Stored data
%%
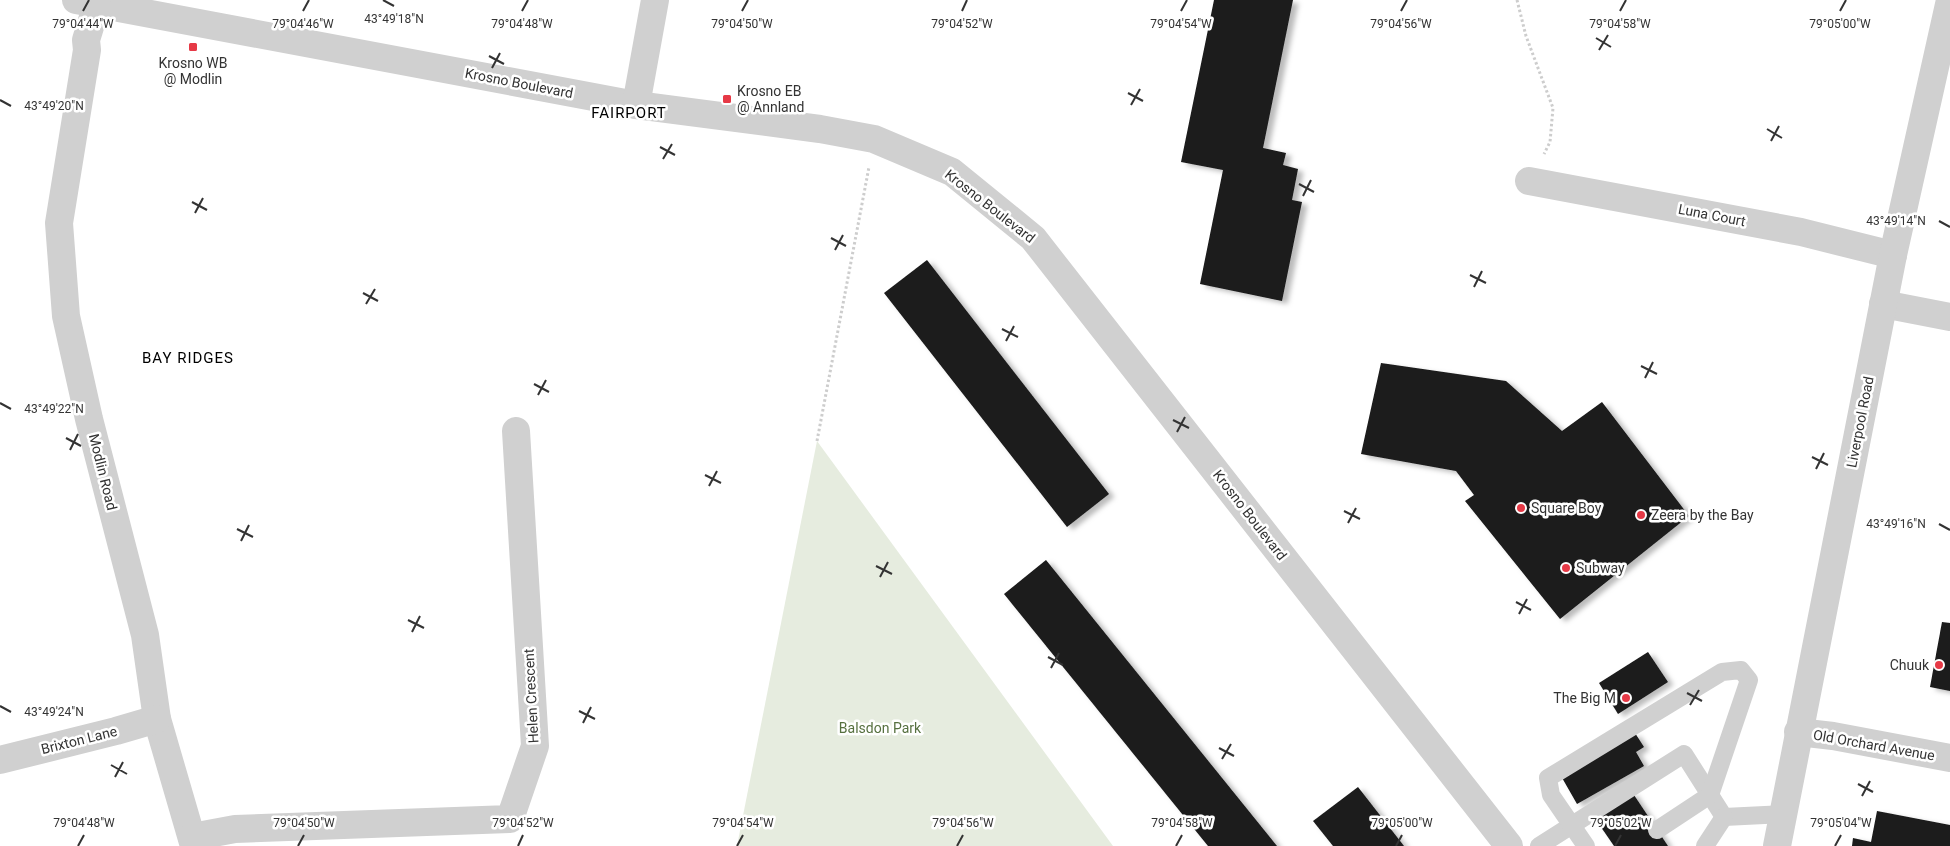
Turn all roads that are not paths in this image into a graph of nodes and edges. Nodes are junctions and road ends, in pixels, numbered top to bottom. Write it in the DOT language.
graph roads {
  1 [pos="655,0"];
  2 [pos="1950,0"];
  3 [pos="87,2"];
  4 [pos="636,105"];
  5 [pos="1529,181"];
  6 [pos="1893,255"];
  7 [pos="1883,304"];
  8 [pos="1950,317"];
  9 [pos="516,431"];
  10 [pos="157,719"];
  11 [pos="1798,732"];
  12 [pos="1950,758"];
  13 [pos="0,760"];
  14 [pos="1710,795"];
  15 [pos="1783,814"];
  16 [pos="1724,818"];
  17 [pos="1571,825"];
  18 [pos="1657,830"];
  19 [pos="193,841"];
  20 [pos="1509,846"];
  21 [pos="1539,846"];
  22 [pos="1586,846"];
  23 [pos="1705,846"];
  24 [pos="1777,846"];
  1 -- 4 [label="street"];
  2 -- 6 [label="street, Liverpool Road"];
  3 -- 4 [label="street, Krosno Boulevard"];
  3 -- 10 [label="street, Modlin Road"];
  4 -- 20 [label="street, Krosno Boulevard"];
  5 -- 6 [label="street, Luna Court"];
  6 -- 7 [label="street, Liverpool Road"];
  7 -- 8 [label="street"];
  7 -- 11 [label="street, Liverpool Road"];
  9 -- 19 [label="street, Helen Crescent"];
  10 -- 13 [label="street, Brixton Lane"];
  10 -- 19 [label="street, Modlin Road"];
  11 -- 12 [label="street, Old Orchard Avenue"];
  11 -- 15 [label="street, Liverpool Road"];
  14 -- 16 [label="lane"];
  14 -- 17 [label="lane"];
  14 -- 17 [label="lane"];
  14 -- 18 [label="lane"];
  15 -- 16 [label="lane"];
  15 -- 24 [label="street, Liverpool Road"];
  16 -- 23 [label="lane"];
  17 -- 21 [label="lane"];
  17 -- 22 [label="lane"];
}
%%
**EXERCISE BRIEF**
Without copying the pictures, transcribe the entries exactly.

**RESULT FOR THIS TASK**
Turn all roads that are not paths in this image into a graph of nodes and edges. Nodes are junctions and road ends, in pixels, numbered top to bottom. Write it in the DOT language.
graph roads {
  1 [pos="655,0"];
  2 [pos="1950,0"];
  3 [pos="87,2"];
  4 [pos="636,105"];
  5 [pos="1529,181"];
  6 [pos="1893,255"];
  7 [pos="1883,304"];
  8 [pos="1950,317"];
  9 [pos="516,431"];
  10 [pos="157,719"];
  11 [pos="1798,732"];
  12 [pos="1950,758"];
  13 [pos="0,760"];
  14 [pos="1710,795"];
  15 [pos="1783,814"];
  16 [pos="1724,818"];
  17 [pos="1571,825"];
  18 [pos="1657,830"];
  19 [pos="193,841"];
  20 [pos="1509,846"];
  21 [pos="1539,846"];
  22 [pos="1586,846"];
  23 [pos="1705,846"];
  24 [pos="1777,846"];
  1 -- 4 [label="street"];
  2 -- 6 [label="street, Liverpool Road"];
  3 -- 4 [label="street, Krosno Boulevard"];
  3 -- 10 [label="street, Modlin Road"];
  4 -- 20 [label="street, Krosno Boulevard"];
  5 -- 6 [label="street, Luna Court"];
  6 -- 7 [label="street, Liverpool Road"];
  7 -- 8 [label="street"];
  7 -- 11 [label="street, Liverpool Road"];
  9 -- 19 [label="street, Helen Crescent"];
  10 -- 13 [label="street, Brixton Lane"];
  10 -- 19 [label="street, Modlin Road"];
  11 -- 12 [label="street, Old Orchard Avenue"];
  11 -- 15 [label="street, Liverpool Road"];
  14 -- 16 [label="lane"];
  14 -- 17 [label="lane"];
  14 -- 17 [label="lane"];
  14 -- 18 [label="lane"];
  15 -- 16 [label="lane"];
  15 -- 24 [label="street, Liverpool Road"];
  16 -- 23 [label="lane"];
  17 -- 21 [label="lane"];
  17 -- 22 [label="lane"];
}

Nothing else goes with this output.